Social Media like everything in the world can be a good or bad thing. It’s good because you can connect with your friends and loved ones and it enables you to share those precious moments. It’s bad when you become obsessed and you forget the little things that matter because of the amount of time you spend on it. It’s useful but it should not be the end-all be-all of your very existence.
A lot has been said about the excessive use of social media. There have been infomercials, friendly reminders and even memes to remind people to actually engage in meaningful conversations in real life than be active but trapped inside their phones and computers.
Some of us think that as humans, a necessity in our daily lives is the attention given and the pat on the back by other people, be it our boss, our parents or our friends. We have this craving to get as much likes as possible when we post something online. We are attention seekers and it’s as if our value increases as we get more likes and we question our worth as a person when people don’t like our pictures. Sometimes, we even get to the point of deleting a picture because it didn’t get the ‘required’ number of likes that we want.
If you’re one of those people who think like that, let me tell you this. You are not the number of likes that you have on Facebook or Twitter or Instagram. Your worth is not determined by the heart and the thumbs up signs that you receive on each post. Some people, especially the ones who don’t really like you will never in a million years like whatever you upload online. You may take a selfie with Barack Obama or the Pope and that will never warrant a thumbs up from them. And you should be ok with that.
On the other hand, there are your true friends who will like whatever you post regardless if it’s a good or bad picture. Remember those friends, they are the real ones. So continue to post those memorable moments regardless if your connections will care or not. At the end of the day, they chose to be friends with you and you also have the choice to delete them. Social media should be fun, not complicated.
“Don’t be bothered, it’s not you, it’s them”. Do not take the social media game too seriously. Who knows, you might just be another picture or a funny post that your friends liked as they were scrolling through their feed. It might not matter to them but it’s a big deal for you.
Having a few hundred more likes than your friend won’t make you any better than them. It’s not a competition and there is no prize. Social media has brainwashed us into thinking that less likes and comments on your posts equate to being sad and lonely. The truth is, we don’t need that validation and having less likes doesn’t mean your self-worth decreases. In the end, you know who you are, what fun you had before posting that picture and no number of likes can ever replace that.
To conclude, I like social media, I love social media and I might be one of those people who are obsessed with their phones and might actually have nomophobia. But no, I still love good old fashioned conversations, the significant ones where you leave feeling like a renewed person simply because you learned a lot from talking to someone. What I have realized now is that having hundreds of likes or followers on Instagram or Facebook or Twitter is like being a millionaire in Monopoly, the money is useless and it means nothing.

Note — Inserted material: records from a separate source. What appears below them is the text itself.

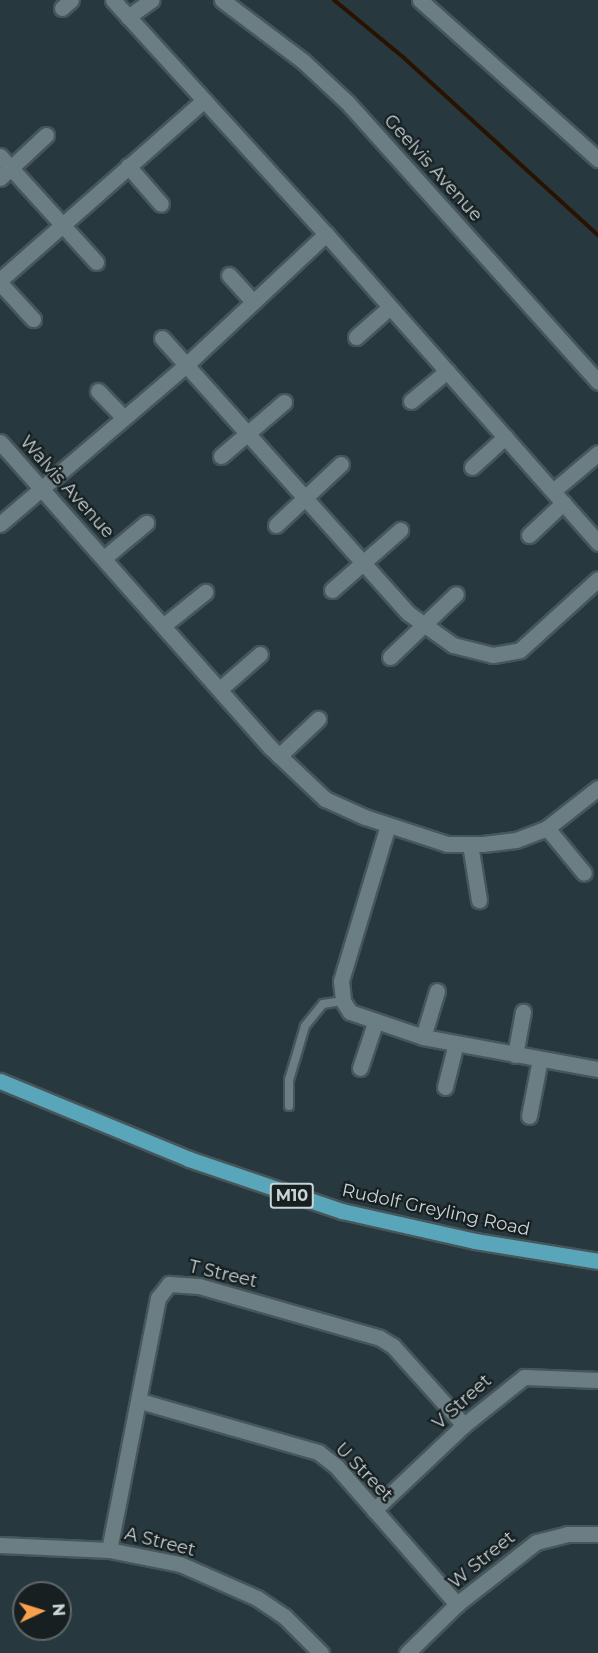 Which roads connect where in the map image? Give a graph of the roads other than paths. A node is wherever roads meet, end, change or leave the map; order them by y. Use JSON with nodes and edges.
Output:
{"nodes":[{"id":1,"x":112,"y":0,"type":"edge"},
{"id":2,"x":151,"y":0,"type":"edge"},
{"id":3,"x":222,"y":0,"type":"edge"},
{"id":4,"x":420,"y":0,"type":"edge"},
{"id":5,"x":128,"y":17,"type":"junction"},
{"id":6,"x":204,"y":100,"type":"junction"},
{"id":7,"x":46,"y":135,"type":"dead end"},
{"id":8,"x":0,"y":156,"type":"edge"},
{"id":9,"x":598,"y":159,"type":"edge"},
{"id":10,"x":128,"y":166,"type":"junction"},
{"id":11,"x":5,"y":173,"type":"edge"},
{"id":12,"x":161,"y":204,"type":"dead end"},
{"id":13,"x":61,"y":223,"type":"junction"},
{"id":14,"x":326,"y":234,"type":"junction"},
{"id":15,"x":96,"y":262,"type":"dead end"},
{"id":16,"x":229,"y":274,"type":"dead end"},
{"id":17,"x":0,"y":282,"type":"edge"},
{"id":18,"x":253,"y":302,"type":"junction"},
{"id":19,"x":390,"y":307,"type":"junction"},
{"id":20,"x":33,"y":319,"type":"dead end"},
{"id":21,"x":356,"y":337,"type":"dead end"},
{"id":22,"x":162,"y":339,"type":"dead end"},
{"id":23,"x":186,"y":365,"type":"junction"},
{"id":24,"x":447,"y":371,"type":"junction"},
{"id":25,"x":598,"y":382,"type":"edge"},
{"id":26,"x":99,"y":391,"type":"dead end"},
{"id":27,"x":411,"y":401,"type":"dead end"},
{"id":28,"x":284,"y":402,"type":"dead end"},
{"id":29,"x":123,"y":418,"type":"junction"},
{"id":30,"x":247,"y":434,"type":"junction"},
{"id":31,"x":505,"y":437,"type":"junction"},
{"id":32,"x":0,"y":442,"type":"edge"},
{"id":33,"x":598,"y":453,"type":"edge"},
{"id":34,"x":221,"y":456,"type":"dead end"},
{"id":35,"x":341,"y":464,"type":"dead end"},
{"id":36,"x":472,"y":467,"type":"dead end"},
{"id":37,"x":41,"y":488,"type":"junction"},
{"id":38,"x":558,"y":497,"type":"junction"},
{"id":39,"x":304,"y":498,"type":"junction"},
{"id":40,"x":146,"y":523,"type":"dead end"},
{"id":41,"x":0,"y":524,"type":"edge"},
{"id":42,"x":276,"y":525,"type":"dead end"},
{"id":43,"x":400,"y":530,"type":"dead end"},
{"id":44,"x":529,"y":535,"type":"dead end"},
{"id":45,"x":598,"y":543,"type":"edge"},
{"id":46,"x":104,"y":558,"type":"junction"},
{"id":47,"x":363,"y":563,"type":"junction"},
{"id":48,"x":598,"y":579,"type":"edge"},
{"id":49,"x":333,"y":590,"type":"dead end"},
{"id":50,"x":205,"y":592,"type":"dead end"},
{"id":51,"x":456,"y":594,"type":"dead end"},
{"id":52,"x":164,"y":625,"type":"junction"},
{"id":53,"x":424,"y":626,"type":"junction"},
{"id":54,"x":260,"y":654,"type":"dead end"},
{"id":55,"x":390,"y":657,"type":"dead end"},
{"id":56,"x":220,"y":689,"type":"junction"},
{"id":57,"x":318,"y":719,"type":"dead end"},
{"id":58,"x":279,"y":756,"type":"junction"},
{"id":59,"x":598,"y":788,"type":"edge"},
{"id":60,"x":388,"y":825,"type":"junction"},
{"id":61,"x":546,"y":828,"type":"junction"},
{"id":62,"x":470,"y":844,"type":"junction"},
{"id":63,"x":584,"y":873,"type":"dead end"},
{"id":64,"x":479,"y":900,"type":"dead end"},
{"id":65,"x":437,"y":991,"type":"dead end"},
{"id":66,"x":343,"y":1001,"type":"junction"},
{"id":67,"x":523,"y":1012,"type":"dead end"},
{"id":68,"x":375,"y":1023,"type":"junction"},
{"id":69,"x":423,"y":1037,"type":"junction"},
{"id":70,"x":456,"y":1043,"type":"junction"},
{"id":71,"x":515,"y":1054,"type":"junction"},
{"id":72,"x":540,"y":1059,"type":"junction"},
{"id":73,"x":597,"y":1064,"type":"edge"},
{"id":74,"x":360,"y":1068,"type":"dead end"},
{"id":75,"x":0,"y":1081,"type":"edge"},
{"id":76,"x":445,"y":1087,"type":"dead end"},
{"id":77,"x":289,"y":1106,"type":"dead end"},
{"id":78,"x":529,"y":1116,"type":"dead end"},
{"id":79,"x":598,"y":1260,"type":"edge"},
{"id":80,"x":598,"y":1380,"type":"edge"},
{"id":81,"x":140,"y":1401,"type":"junction"},
{"id":82,"x":464,"y":1425,"type":"junction"},
{"id":83,"x":374,"y":1510,"type":"junction"},
{"id":84,"x":598,"y":1534,"type":"edge"},
{"id":85,"x":0,"y":1545,"type":"edge"},
{"id":86,"x":109,"y":1550,"type":"junction"},
{"id":87,"x":457,"y":1604,"type":"junction"},
{"id":88,"x":321,"y":1653,"type":"edge"},
{"id":89,"x":407,"y":1653,"type":"edge"}],
"edges":[{"from":1,"to":5,"type":"street"},
{"from":2,"to":5,"type":"street"},
{"from":3,"to":25,"type":"street","name":"Geelvis Avenue"},
{"from":4,"to":9,"type":"street"},
{"from":5,"to":6,"type":"street"},
{"from":6,"to":10,"type":"street"},
{"from":6,"to":14,"type":"street"},
{"from":7,"to":11,"type":"street"},
{"from":8,"to":11,"type":"street"},
{"from":10,"to":12,"type":"street"},
{"from":10,"to":13,"type":"street"},
{"from":11,"to":13,"type":"street"},
{"from":13,"to":15,"type":"street"},
{"from":13,"to":17,"type":"street"},
{"from":14,"to":18,"type":"street"},
{"from":14,"to":19,"type":"street"},
{"from":16,"to":18,"type":"street"},
{"from":17,"to":20,"type":"street"},
{"from":18,"to":23,"type":"street"},
{"from":19,"to":21,"type":"street"},
{"from":19,"to":24,"type":"street"},
{"from":22,"to":23,"type":"street"},
{"from":23,"to":29,"type":"street"},
{"from":23,"to":30,"type":"street"},
{"from":24,"to":27,"type":"street"},
{"from":24,"to":31,"type":"street"},
{"from":26,"to":29,"type":"street"},
{"from":28,"to":30,"type":"street"},
{"from":29,"to":37,"type":"street"},
{"from":30,"to":34,"type":"street"},
{"from":30,"to":39,"type":"street"},
{"from":31,"to":36,"type":"street"},
{"from":31,"to":38,"type":"street"},
{"from":32,"to":37,"type":"street","name":"Walvis Avenue"},
{"from":33,"to":38,"type":"street"},
{"from":35,"to":39,"type":"street"},
{"from":37,"to":41,"type":"street"},
{"from":37,"to":46,"type":"street","name":"Walvis Avenue"},
{"from":38,"to":44,"type":"street"},
{"from":38,"to":45,"type":"street"},
{"from":39,"to":42,"type":"street"},
{"from":39,"to":47,"type":"street"},
{"from":40,"to":46,"type":"street","name":"Walvis Avenue"},
{"from":43,"to":47,"type":"street"},
{"from":46,"to":52,"type":"street","name":"Walvis Avenue"},
{"from":47,"to":49,"type":"street"},
{"from":47,"to":53,"type":"street"},
{"from":48,"to":53,"type":"street"},
{"from":50,"to":52,"type":"street"},
{"from":51,"to":53,"type":"street"},
{"from":52,"to":56,"type":"street","name":"Walvis Avenue"},
{"from":53,"to":55,"type":"street"},
{"from":54,"to":56,"type":"street"},
{"from":56,"to":58,"type":"street","name":"Walvis Avenue"},
{"from":57,"to":58,"type":"street"},
{"from":58,"to":60,"type":"street","name":"Walvis Avenue"},
{"from":59,"to":61,"type":"street","name":"Walvis Avenue"},
{"from":60,"to":62,"type":"street","name":"Walvis Avenue"},
{"from":60,"to":66,"type":"street"},
{"from":61,"to":62,"type":"street","name":"Walvis Avenue"},
{"from":61,"to":63,"type":"street"},
{"from":62,"to":64,"type":"street"},
{"from":65,"to":69,"type":"street"},
{"from":66,"to":68,"type":"street"},
{"from":66,"to":77,"type":"lane"},
{"from":67,"to":71,"type":"street"},
{"from":68,"to":69,"type":"street"},
{"from":68,"to":74,"type":"street"},
{"from":69,"to":70,"type":"street"},
{"from":70,"to":71,"type":"street"},
{"from":70,"to":76,"type":"street"},
{"from":71,"to":72,"type":"street"},
{"from":72,"to":73,"type":"street"},
{"from":72,"to":78,"type":"street"},
{"from":75,"to":79,"type":"main road","name":"Rudolf Greyling Road","number":"M10"},
{"from":80,"to":82,"type":"street","name":"V Street"},
{"from":81,"to":82,"type":"street","name":"T Street"},
{"from":81,"to":83,"type":"street","name":"U Street"},
{"from":81,"to":86,"type":"street","name":"T Street"},
{"from":82,"to":83,"type":"street","name":"V Street"},
{"from":83,"to":87,"type":"street","name":"U Street"},
{"from":84,"to":87,"type":"street","name":"W Street"},
{"from":85,"to":86,"type":"street","name":"A Street"},
{"from":86,"to":88,"type":"street","name":"A Street"},
{"from":87,"to":89,"type":"street","name":"W Street"}]}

So just a friendly reminder whenever you feel down because your post didn’t get as much likes as you wanted, your worth is not defined by the number of likes or the number of followers that you have. Your value as a person increases when you do good to others and they like you in real life. And whenever you need an honest opinion about yourself and you want to take it to social media to reconfirm and seek approval, ask your friends and families instead. Not only will you get an honest opinion, you will also get the right kind of affirmation because they will like you no matter what (no edits and no filters) and that I believe is the best kind of ‘like’ in the world.